1. The romance was amazing. So, we have this angst-y, forbidden, sexually tense romance between Daiyu and Zhou, and before you roll your eyes and groan, this romance was incredibly done well. There was absolutely no insta-love (in fact, they never say they love each other AT ALL. What is this sorcery?), and it’s all wonderful slow-burn and sexual tension. And when they finally get together, it’s like magic. I’m usually not one to get heart eyes over a ship where the both of them are on different sides of the track, but I loved it.
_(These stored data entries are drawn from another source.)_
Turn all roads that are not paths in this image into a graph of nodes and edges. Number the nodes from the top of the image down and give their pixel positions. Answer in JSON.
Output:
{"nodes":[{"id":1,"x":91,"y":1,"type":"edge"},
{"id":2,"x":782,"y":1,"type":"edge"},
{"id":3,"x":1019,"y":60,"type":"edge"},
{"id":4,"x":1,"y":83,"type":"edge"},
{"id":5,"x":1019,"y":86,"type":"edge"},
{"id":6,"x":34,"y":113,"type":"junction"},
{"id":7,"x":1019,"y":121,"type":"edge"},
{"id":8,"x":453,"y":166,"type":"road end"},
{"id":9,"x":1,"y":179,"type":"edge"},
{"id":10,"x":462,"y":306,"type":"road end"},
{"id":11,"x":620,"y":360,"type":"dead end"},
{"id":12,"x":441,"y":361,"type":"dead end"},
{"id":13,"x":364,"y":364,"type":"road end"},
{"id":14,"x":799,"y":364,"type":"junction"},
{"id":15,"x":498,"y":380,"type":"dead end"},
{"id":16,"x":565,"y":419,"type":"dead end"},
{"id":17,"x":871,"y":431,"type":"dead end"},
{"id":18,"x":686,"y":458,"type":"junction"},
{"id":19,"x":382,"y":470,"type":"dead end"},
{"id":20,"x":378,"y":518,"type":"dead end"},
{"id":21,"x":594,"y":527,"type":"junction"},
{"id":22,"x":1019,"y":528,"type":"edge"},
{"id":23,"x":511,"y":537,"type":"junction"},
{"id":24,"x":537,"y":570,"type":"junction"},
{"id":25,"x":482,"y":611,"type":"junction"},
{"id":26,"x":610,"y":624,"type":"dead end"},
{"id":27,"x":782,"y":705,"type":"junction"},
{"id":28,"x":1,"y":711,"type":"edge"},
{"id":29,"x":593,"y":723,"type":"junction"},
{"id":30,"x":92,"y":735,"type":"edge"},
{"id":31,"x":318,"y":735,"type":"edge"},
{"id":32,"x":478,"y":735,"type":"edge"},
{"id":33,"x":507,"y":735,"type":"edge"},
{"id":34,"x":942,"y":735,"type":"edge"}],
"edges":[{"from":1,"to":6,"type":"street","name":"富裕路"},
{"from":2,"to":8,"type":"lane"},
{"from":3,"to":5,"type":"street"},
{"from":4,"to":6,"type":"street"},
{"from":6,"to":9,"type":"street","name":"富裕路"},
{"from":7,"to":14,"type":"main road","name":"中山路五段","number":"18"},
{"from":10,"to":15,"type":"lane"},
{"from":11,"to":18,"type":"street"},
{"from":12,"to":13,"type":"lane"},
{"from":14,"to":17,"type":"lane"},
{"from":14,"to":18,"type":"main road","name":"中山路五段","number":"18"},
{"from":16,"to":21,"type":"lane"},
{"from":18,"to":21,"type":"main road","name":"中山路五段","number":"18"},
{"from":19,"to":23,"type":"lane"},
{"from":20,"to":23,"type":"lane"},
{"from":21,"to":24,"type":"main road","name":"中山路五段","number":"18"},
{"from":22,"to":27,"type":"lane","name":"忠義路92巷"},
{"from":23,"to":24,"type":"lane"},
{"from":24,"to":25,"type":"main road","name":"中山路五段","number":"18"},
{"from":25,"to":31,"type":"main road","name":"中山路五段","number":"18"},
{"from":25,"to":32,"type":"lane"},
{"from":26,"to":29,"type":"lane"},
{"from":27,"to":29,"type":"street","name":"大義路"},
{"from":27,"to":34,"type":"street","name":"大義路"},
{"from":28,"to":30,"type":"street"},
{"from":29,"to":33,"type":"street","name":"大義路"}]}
(Sidenote, I also ship Lingyi and Iris SO HARD. I would not be against a book entirely dedicated to the two of them being cute. Just saying.)

2. The characters were amazing. First of all, this book had a gang at a center of it, and I’m a sucker for any sort of gang or squad – think the Dregs from Six of Crows or the Night Court from the A Court of Thorns and Roses Series – so I was into it. But I absolutely loved all the individual characters and what they brought to the table!

We have Zhou, our wonderful main character who decides to act as the spy, Victor, who is sleek and sauve and hilarious, Arun, who is the scientist, Lingyi, who is the hacker, and Iris, who reminds me so much of Black Widow, and I love her, so it was great. And Daiyu, who isn’t part of the gang but is Zhou’s love interest who is strong and smart and stands on her own. I’m loving this rise of smart girls over ones who can kick ass 24/7 (even though I love those as well). I WANT THEM ALL TO BE MY FRIENDS. I just loved the interactions and relationship between Zhou and the gang, especially near the end.

3. It had great world-building. First off, this book took place in Taiwan, which I’ve never really seen as a setting before, so it was really awesome to have a book take place somewhere different and diverse. I also thought that a world that’s falling apart because of pollution and global warming was pretty much right on the nose considering the fact that Trump pulled out of the Paris Agreement a couple of weeks ago, so it was interesting to see a sci-fi future like this.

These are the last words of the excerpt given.